## Exercise
Once you know how many lines below hold "Cefeu", reply with that number and add nothing.

## Material provided
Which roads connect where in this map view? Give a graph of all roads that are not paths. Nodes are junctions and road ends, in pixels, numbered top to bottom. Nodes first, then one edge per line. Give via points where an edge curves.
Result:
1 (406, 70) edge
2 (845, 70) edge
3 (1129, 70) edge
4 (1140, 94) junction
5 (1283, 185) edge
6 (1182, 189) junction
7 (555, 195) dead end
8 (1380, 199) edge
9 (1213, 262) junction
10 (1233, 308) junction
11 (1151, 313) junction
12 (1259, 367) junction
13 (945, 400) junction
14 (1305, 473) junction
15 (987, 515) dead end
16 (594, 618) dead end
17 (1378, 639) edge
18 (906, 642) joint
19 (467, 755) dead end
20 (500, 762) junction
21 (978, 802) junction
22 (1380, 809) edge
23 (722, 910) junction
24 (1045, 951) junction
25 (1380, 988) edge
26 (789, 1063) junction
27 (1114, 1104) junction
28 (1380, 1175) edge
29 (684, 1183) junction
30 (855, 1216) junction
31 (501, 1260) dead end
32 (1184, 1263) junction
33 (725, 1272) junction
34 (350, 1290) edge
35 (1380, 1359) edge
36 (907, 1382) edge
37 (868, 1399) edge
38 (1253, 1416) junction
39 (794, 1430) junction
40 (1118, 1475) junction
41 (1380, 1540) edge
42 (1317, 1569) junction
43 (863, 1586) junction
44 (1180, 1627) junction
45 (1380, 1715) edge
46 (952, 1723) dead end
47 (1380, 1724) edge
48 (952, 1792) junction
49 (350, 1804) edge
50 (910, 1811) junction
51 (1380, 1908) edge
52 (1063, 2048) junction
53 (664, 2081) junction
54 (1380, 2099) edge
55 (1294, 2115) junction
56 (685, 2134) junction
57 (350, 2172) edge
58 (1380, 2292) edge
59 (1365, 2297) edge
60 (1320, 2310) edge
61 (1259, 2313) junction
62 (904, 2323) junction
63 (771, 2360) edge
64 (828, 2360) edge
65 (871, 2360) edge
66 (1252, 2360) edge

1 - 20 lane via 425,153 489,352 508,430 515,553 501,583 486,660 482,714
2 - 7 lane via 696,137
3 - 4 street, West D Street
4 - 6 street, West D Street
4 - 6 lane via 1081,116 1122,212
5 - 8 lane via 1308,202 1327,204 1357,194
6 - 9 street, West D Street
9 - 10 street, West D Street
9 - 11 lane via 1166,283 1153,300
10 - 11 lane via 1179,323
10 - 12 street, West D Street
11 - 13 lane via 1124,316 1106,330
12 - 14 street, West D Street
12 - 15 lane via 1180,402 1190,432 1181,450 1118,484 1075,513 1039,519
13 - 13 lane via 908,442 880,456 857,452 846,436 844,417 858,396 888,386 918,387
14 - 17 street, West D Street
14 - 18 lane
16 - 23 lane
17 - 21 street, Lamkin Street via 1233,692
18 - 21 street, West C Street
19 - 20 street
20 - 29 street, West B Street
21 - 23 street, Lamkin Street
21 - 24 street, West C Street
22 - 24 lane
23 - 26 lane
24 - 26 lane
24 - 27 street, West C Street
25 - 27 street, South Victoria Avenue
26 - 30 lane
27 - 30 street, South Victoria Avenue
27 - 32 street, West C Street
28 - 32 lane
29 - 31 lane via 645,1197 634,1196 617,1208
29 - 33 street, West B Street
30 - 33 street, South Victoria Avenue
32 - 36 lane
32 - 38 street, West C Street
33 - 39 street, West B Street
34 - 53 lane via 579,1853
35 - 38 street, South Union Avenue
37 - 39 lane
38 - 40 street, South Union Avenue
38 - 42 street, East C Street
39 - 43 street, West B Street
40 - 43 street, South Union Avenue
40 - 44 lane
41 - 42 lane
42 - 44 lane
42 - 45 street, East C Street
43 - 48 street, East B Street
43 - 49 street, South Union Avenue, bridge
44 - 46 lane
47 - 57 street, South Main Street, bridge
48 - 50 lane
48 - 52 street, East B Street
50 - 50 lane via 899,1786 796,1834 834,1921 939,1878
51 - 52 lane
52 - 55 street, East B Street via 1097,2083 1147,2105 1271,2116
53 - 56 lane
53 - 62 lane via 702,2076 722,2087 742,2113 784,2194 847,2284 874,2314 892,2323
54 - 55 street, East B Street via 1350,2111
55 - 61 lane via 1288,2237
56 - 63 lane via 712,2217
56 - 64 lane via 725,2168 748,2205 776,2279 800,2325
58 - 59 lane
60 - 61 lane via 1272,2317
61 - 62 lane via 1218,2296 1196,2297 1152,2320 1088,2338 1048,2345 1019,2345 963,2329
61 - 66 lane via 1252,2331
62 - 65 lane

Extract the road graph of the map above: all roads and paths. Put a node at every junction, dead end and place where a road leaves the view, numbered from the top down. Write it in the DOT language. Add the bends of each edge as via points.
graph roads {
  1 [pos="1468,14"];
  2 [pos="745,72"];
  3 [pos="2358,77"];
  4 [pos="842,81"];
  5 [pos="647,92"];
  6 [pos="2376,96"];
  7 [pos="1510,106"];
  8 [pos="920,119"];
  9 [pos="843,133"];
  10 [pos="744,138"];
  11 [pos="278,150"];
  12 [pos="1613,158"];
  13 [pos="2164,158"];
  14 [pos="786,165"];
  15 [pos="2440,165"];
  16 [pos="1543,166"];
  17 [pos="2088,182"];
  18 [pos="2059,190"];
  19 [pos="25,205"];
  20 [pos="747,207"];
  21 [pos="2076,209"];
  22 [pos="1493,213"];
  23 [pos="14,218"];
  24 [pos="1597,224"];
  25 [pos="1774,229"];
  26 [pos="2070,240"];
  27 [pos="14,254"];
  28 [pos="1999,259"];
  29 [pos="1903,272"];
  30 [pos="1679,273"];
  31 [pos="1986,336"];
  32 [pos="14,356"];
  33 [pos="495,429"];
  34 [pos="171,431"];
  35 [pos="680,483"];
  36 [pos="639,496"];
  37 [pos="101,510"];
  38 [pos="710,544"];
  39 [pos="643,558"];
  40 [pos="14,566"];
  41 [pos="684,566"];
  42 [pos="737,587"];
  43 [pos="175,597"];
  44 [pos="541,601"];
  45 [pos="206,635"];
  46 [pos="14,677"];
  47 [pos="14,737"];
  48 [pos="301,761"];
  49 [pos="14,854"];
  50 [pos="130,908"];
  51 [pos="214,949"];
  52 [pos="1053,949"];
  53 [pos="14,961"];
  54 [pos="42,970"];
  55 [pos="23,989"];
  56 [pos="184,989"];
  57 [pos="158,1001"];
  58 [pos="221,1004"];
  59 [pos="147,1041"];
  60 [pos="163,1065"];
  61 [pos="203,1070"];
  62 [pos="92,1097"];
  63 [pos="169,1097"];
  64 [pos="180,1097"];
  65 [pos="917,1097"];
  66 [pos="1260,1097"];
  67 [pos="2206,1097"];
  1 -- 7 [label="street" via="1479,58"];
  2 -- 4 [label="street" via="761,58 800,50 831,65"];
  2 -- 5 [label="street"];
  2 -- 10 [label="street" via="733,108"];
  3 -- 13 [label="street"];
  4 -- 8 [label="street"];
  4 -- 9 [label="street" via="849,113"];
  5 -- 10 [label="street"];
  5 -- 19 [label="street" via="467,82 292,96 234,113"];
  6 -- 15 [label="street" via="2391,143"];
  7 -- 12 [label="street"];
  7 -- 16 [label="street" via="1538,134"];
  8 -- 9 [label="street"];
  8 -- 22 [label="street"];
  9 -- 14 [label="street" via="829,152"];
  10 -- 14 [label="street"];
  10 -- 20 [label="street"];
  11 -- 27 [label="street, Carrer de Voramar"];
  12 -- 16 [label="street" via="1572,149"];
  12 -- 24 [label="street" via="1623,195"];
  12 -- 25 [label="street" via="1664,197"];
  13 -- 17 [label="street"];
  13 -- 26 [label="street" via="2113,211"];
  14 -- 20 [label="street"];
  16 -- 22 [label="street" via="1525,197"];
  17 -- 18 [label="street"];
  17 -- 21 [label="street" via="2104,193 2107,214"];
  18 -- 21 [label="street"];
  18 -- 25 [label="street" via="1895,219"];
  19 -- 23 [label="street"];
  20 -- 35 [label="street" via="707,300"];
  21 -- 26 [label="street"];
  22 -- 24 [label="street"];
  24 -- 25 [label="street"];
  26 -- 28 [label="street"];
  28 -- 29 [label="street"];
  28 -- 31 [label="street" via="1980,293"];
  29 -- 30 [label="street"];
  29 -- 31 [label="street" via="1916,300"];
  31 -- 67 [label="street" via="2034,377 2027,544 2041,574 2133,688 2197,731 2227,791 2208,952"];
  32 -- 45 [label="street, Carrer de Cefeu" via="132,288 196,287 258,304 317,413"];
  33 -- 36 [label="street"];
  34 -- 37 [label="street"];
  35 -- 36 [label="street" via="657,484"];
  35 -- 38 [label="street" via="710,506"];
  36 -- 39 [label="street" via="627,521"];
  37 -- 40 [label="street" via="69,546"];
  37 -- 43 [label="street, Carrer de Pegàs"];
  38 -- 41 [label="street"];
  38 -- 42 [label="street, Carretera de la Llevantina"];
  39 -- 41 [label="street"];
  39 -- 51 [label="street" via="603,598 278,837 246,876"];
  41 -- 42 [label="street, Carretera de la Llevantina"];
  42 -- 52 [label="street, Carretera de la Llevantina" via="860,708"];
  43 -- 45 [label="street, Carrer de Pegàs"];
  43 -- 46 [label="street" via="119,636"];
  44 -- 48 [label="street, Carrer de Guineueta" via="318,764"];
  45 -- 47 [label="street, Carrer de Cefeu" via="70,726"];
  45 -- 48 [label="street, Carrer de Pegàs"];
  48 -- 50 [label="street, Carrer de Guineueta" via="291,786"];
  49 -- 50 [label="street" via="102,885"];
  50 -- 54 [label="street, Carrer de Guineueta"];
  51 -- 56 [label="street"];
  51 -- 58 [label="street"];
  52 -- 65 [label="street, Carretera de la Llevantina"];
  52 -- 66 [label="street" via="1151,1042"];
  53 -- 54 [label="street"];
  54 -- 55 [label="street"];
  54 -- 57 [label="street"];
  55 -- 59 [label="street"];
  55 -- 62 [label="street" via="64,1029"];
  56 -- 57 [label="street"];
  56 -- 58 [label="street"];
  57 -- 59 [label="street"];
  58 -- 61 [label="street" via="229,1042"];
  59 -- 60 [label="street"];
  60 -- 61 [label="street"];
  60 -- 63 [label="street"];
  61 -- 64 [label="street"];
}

## Solution to the exercise
2